# [HOW TO COMPLETE THIS TASK]
Please repeat the records below exactly, skipping any pictures.

[[ DATASET RECORDS, beginning ]]

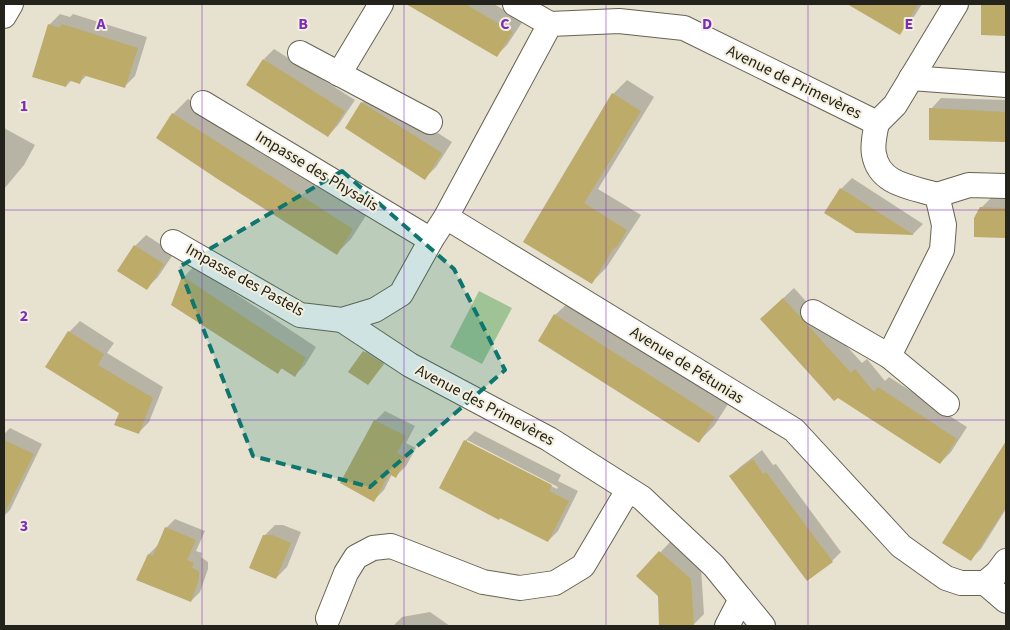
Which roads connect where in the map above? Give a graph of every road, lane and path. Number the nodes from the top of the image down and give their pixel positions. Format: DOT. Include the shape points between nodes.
graph roads {
  1 [pos="11,4"];
  2 [pos="380,4"];
  3 [pos="515,4"];
  4 [pos="956,4"];
  5 [pos="4,16"];
  6 [pos="550,24"];
  7 [pos="300,53"];
  8 [pos="340,74"];
  9 [pos="911,78"];
  10 [pos="1006,85"];
  11 [pos="203,103"];
  12 [pos="430,122"];
  13 [pos="877,123"];
  14 [pos="1006,186"];
  15 [pos="937,195"];
  16 [pos="446,217"];
  17 [pos="431,240"];
  18 [pos="174,242"];
  19 [pos="812,312"];
  20 [pos="342,320"];
  21 [pos="889,356"];
  22 [pos="947,404"];
  23 [pos="628,490"];
  24 [pos="1006,561"];
  25 [pos="986,582"];
  26 [pos="741,599"];
  27 [pos="1006,600"];
  28 [pos="328,618"];
  29 [pos="727,626"];
  30 [pos="763,626"];
  1 -- 5 [label="street"];
  2 -- 8 [label="street"];
  3 -- 6 [label="street"];
  4 -- 9 [label="street, Avenue de Primevères"];
  6 -- 13 [label="street, Avenue de Primevères" via="619,21 684,28"];
  6 -- 16 [label="street"];
  7 -- 8 [label="street"];
  8 -- 12 [label="street"];
  9 -- 10 [label="street"];
  9 -- 13 [label="street, Avenue de Primevères" via="895,105"];
  11 -- 17 [label="street, Impasse des Physalis"];
  13 -- 15 [label="street" via="873,152 879,171 895,183"];
  14 -- 15 [label="street" via="969,185"];
  15 -- 21 [label="street" via="944,225 942,250"];
  16 -- 17 [label="street, Impasse des Pastels"];
  16 -- 25 [label="street, Avenue de Pétunias" via="794,430 900,546 946,578 960,583"];
  17 -- 20 [label="street, Impasse des Pastels" via="401,294 375,310"];
  18 -- 20 [label="street, Impasse des Pastels" via="300,314"];
  19 -- 21 [label="street"];
  20 -- 23 [label="street, Avenue des Primevères" via="410,365 549,439"];
  21 -- 22 [label="street"];
  23 -- 26 [label="street, Avenue des Primevères" via="642,498 681,534 714,566"];
  23 -- 28 [label="street" via="584,566 555,582 520,588 483,582 391,546 373,548 356,557"];
  24 -- 25 [label="street"];
  25 -- 27 [label="street"];
  26 -- 29 [label="street"];
  26 -- 30 [label="street, Avenue des Primevères"];
}
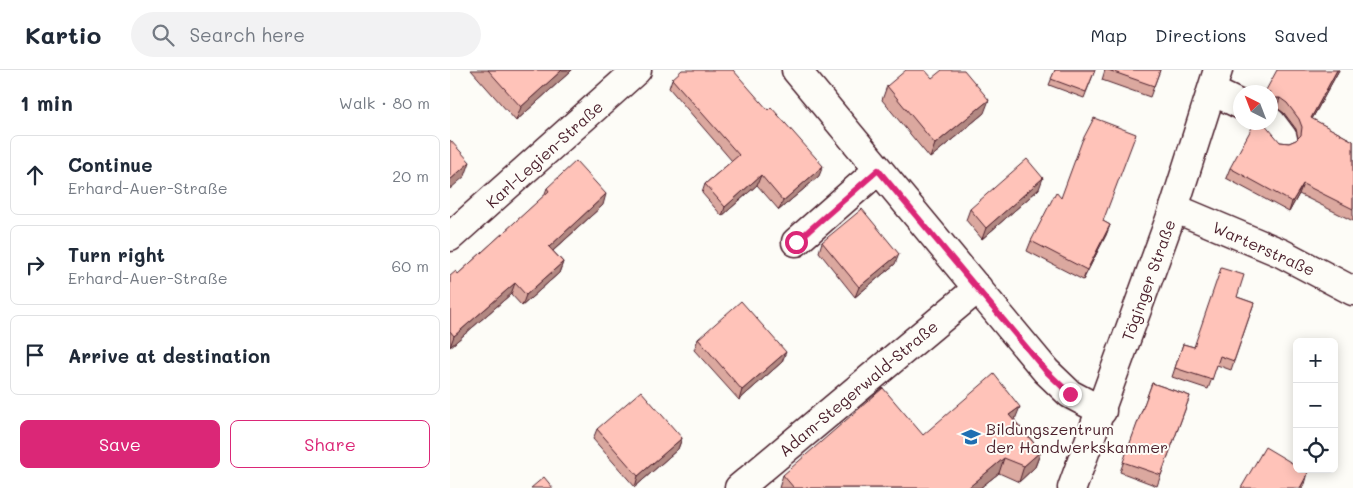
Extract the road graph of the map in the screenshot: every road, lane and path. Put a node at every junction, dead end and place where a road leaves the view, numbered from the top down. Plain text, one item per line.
1 (637, 70) edge
2 (796, 70) edge
3 (1215, 81) edge
4 (1233, 98) edge
5 (878, 170) junction
6 (1174, 208) junction
7 (450, 237) edge
8 (796, 242) dead end
9 (978, 288) junction
10 (1353, 291) edge
11 (1102, 412) junction
12 (1079, 486) edge
13 (739, 488) edge

1 - 7 street, Karl-Legien-Straße
2 - 5 street
3 - 4 street
3 - 6 street, Töginger Straße
5 - 8 street
5 - 9 street
6 - 10 street, Warterstraße
6 - 11 street, Töginger Straße
9 - 11 street
9 - 13 street, Adam-Stegerwald-Straße
11 - 12 street, Töginger Straße

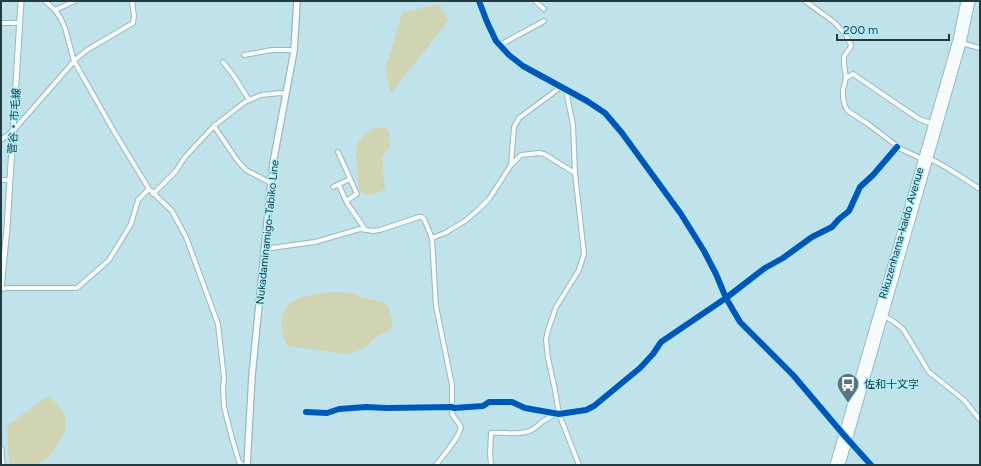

[[ DATASET RECORDS, end ]]

# [YOUR RESPONSE]
Which roads connect where in the map above? Give a graph of every road, lane and path. Number the nodes from the top of the image down and give their pixel positions. Format: DOT. Include the shape points between nodes.
graph roads {
  1 [pos="11,4"];
  2 [pos="380,4"];
  3 [pos="515,4"];
  4 [pos="956,4"];
  5 [pos="4,16"];
  6 [pos="550,24"];
  7 [pos="300,53"];
  8 [pos="340,74"];
  9 [pos="911,78"];
  10 [pos="1006,85"];
  11 [pos="203,103"];
  12 [pos="430,122"];
  13 [pos="877,123"];
  14 [pos="1006,186"];
  15 [pos="937,195"];
  16 [pos="446,217"];
  17 [pos="431,240"];
  18 [pos="174,242"];
  19 [pos="812,312"];
  20 [pos="342,320"];
  21 [pos="889,356"];
  22 [pos="947,404"];
  23 [pos="628,490"];
  24 [pos="1006,561"];
  25 [pos="986,582"];
  26 [pos="741,599"];
  27 [pos="1006,600"];
  28 [pos="328,618"];
  29 [pos="727,626"];
  30 [pos="763,626"];
  1 -- 5 [label="street"];
  2 -- 8 [label="street"];
  3 -- 6 [label="street"];
  4 -- 9 [label="street, Avenue de Primevères"];
  6 -- 13 [label="street, Avenue de Primevères" via="619,21 684,28"];
  6 -- 16 [label="street"];
  7 -- 8 [label="street"];
  8 -- 12 [label="street"];
  9 -- 10 [label="street"];
  9 -- 13 [label="street, Avenue de Primevères" via="895,105"];
  11 -- 17 [label="street, Impasse des Physalis"];
  13 -- 15 [label="street" via="873,152 879,171 895,183"];
  14 -- 15 [label="street" via="969,185"];
  15 -- 21 [label="street" via="944,225 942,250"];
  16 -- 17 [label="street, Impasse des Pastels"];
  16 -- 25 [label="street, Avenue de Pétunias" via="794,430 900,546 946,578 960,583"];
  17 -- 20 [label="street, Impasse des Pastels" via="401,294 375,310"];
  18 -- 20 [label="street, Impasse des Pastels" via="300,314"];
  19 -- 21 [label="street"];
  20 -- 23 [label="street, Avenue des Primevères" via="410,365 549,439"];
  21 -- 22 [label="street"];
  23 -- 26 [label="street, Avenue des Primevères" via="642,498 681,534 714,566"];
  23 -- 28 [label="street" via="584,566 555,582 520,588 483,582 391,546 373,548 356,557"];
  24 -- 25 [label="street"];
  25 -- 27 [label="street"];
  26 -- 29 [label="street"];
  26 -- 30 [label="street, Avenue des Primevères"];
}
Extract the road graph of the map in the screenshot: every road, lane and path. Put a node at every junction, dead end and place where a road leaves the view, numbered from the top down. Plain text, one item per line.
1 (637, 70) edge
2 (796, 70) edge
3 (1215, 81) edge
4 (1233, 98) edge
5 (878, 170) junction
6 (1174, 208) junction
7 (450, 237) edge
8 (796, 242) dead end
9 (978, 288) junction
10 (1353, 291) edge
11 (1102, 412) junction
12 (1079, 486) edge
13 (739, 488) edge

1 - 7 street, Karl-Legien-Straße
2 - 5 street
3 - 4 street
3 - 6 street, Töginger Straße
5 - 8 street
5 - 9 street
6 - 10 street, Warterstraße
6 - 11 street, Töginger Straße
9 - 11 street
9 - 13 street, Adam-Stegerwald-Straße
11 - 12 street, Töginger Straße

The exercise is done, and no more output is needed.